SÉISME EN SYRIE : L’AIDE HUMANITAIRE FACE A DOUZE ANNÉES DE CONFLITS

Alors que le monde se concentre sur l’aide humanitaire apportée en Turquie, « en Syrie, cette catastrophe vient encore aggraver une tragédie humanitaire qui perdure depuis 12 ans » a déclaré Fabrizio Carboni, directeur régional du Comité international de la Croix-Rouge. Le séisme s’inscrit en effet dans un contexte géopolitique critique, en ce que la Syrie est une zone de conflit armé qui fait l’objet de sanctions économiques depuis 2011. Ce conflit fut inspiré par les protestations des printemps arabes, incitant la population syrienne à demander des réformes politiques concernant leur liberté et la primauté du droit, s’opposant ainsi au régime de Bachar el Assad.
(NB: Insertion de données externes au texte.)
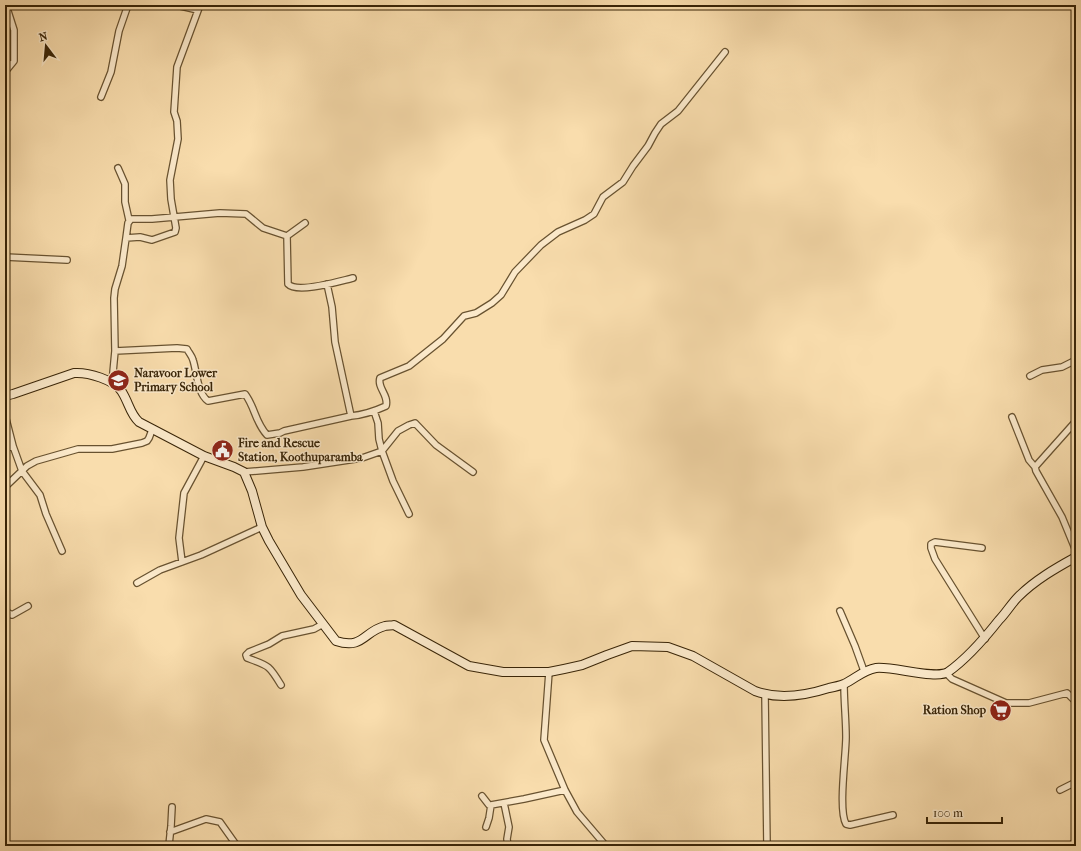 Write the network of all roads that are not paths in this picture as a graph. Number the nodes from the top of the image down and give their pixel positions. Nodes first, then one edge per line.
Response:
1 (6, 5) edge
2 (128, 5) edge
3 (176, 5) edge
4 (199, 8) edge
5 (724, 52) dead end
6 (5, 72) edge
7 (101, 97) dead end
8 (118, 168) dead end
9 (174, 217) junction
10 (129, 220) junction
11 (305, 223) dead end
12 (287, 236) junction
13 (126, 238) junction
14 (5, 258) edge
15 (67, 260) dead end
16 (353, 278) dead end
17 (328, 284) junction
18 (115, 351) junction
19 (1076, 360) edge
20 (1030, 376) dead end
21 (112, 383) junction
22 (5, 396) edge
23 (374, 411) junction
24 (5, 415) edge
25 (351, 416) junction
26 (1012, 417) dead end
27 (1076, 421) edge
28 (152, 430) junction
29 (13, 446) junction
30 (5, 448) edge
31 (382, 451) junction
32 (204, 456) junction
33 (1035, 467) junction
34 (22, 471) junction
35 (244, 472) junction
36 (473, 472) dead end
37 (5, 487) edge
38 (409, 514) dead end
39 (262, 527) junction
40 (982, 548) dead end
41 (62, 551) dead end
42 (1076, 551) edge
43 (1076, 557) edge
44 (182, 562) junction
45 (137, 583) dead end
46 (28, 606) dead end
47 (5, 611) edge
48 (840, 611) dead end
49 (323, 624) junction
50 (985, 639) junction
51 (864, 671) junction
52 (549, 672) junction
53 (946, 673) junction
54 (844, 684) junction
55 (281, 685) dead end
56 (765, 694) junction
57 (1076, 702) edge
58 (1076, 782) edge
59 (565, 790) junction
60 (1060, 790) dead end
61 (482, 796) dead end
62 (504, 803) junction
63 (491, 805) junction
64 (172, 807) dead end
65 (892, 815) dead end
66 (486, 827) dead end
67 (170, 832) junction
68 (1076, 843) edge
69 (167, 846) edge
70 (237, 846) edge
71 (508, 846) edge
72 (606, 846) edge
73 (767, 846) edge
74 (1067, 846) edge

1 - 6 street
2 - 7 street
3 - 4 street
4 - 9 street
5 - 23 street
8 - 10 street
9 - 10 street
9 - 12 street
9 - 13 street
10 - 13 street
11 - 12 street
12 - 17 street
13 - 18 street
14 - 15 street
16 - 17 street
17 - 25 street
18 - 21 street
18 - 25 street
19 - 20 street
21 - 22 main road
21 - 28 main road
23 - 25 street
23 - 31 street
24 - 29 street
26 - 33 street
27 - 33 street
28 - 32 main road
28 - 34 street
29 - 30 street
29 - 34 street
31 - 35 street
31 - 36 street
31 - 38 street
32 - 35 main road
32 - 44 street
33 - 42 street
34 - 37 street
34 - 41 street
35 - 39 main road
39 - 44 street
39 - 49 main road
40 - 50 street
43 - 50 main road
44 - 45 street
46 - 47 street
48 - 51 street
49 - 52 main road
49 - 55 street
50 - 53 main road
51 - 53 main road
51 - 54 main road
52 - 56 main road
52 - 59 street
53 - 57 street
54 - 56 main road
54 - 65 street
56 - 73 street
58 - 60 street
59 - 62 street
59 - 72 street
61 - 63 street
62 - 63 street
62 - 71 street
63 - 66 street
64 - 67 street
67 - 69 street
67 - 70 street
68 - 74 street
En parallèle de cette révolution populaire, vient s’ajouter la prise de pouvoir du groupe Hayat Tharir al-Sham sur la ville d'Idlib dans le Nord-Ouest syrien, ville qui fut également touchée par le séisme contribuant ainsi au déclin de la situation que connaît le pays.


Des habitants dans les rues de Jandairis, plusieurs jours après un séisme meurtrier, le 10 février 2023, dans la région d'Alep, en Syrie.

Si les sanctions économiques en matière pétrolière prises à l’égard de la Syrie, à la fois par l’Union européenne, les États-Unis, l’Australie, le Canada, la Suisse et la Ligue arabe ont certes entrainé le déclin du niveau de vie du pays, il n’en demeure pas moins que, avec la conjoncture actuelle, ces sanctions sont d’autant plus déterminantes avec les 6 000 victimes et les plus de 200 000 sans-abris recensés par l’OMS. Ce chiffre risque d’autant plus d’augmenter, car le séisme laisse la Syrie dans un état encore plus critique, de sorte que l’aide internationale apparaît comme une nécessité pour la reconstruction de ce pays.


La levée des sanctions : la balance entre enjeu géopolitique et humanitaire.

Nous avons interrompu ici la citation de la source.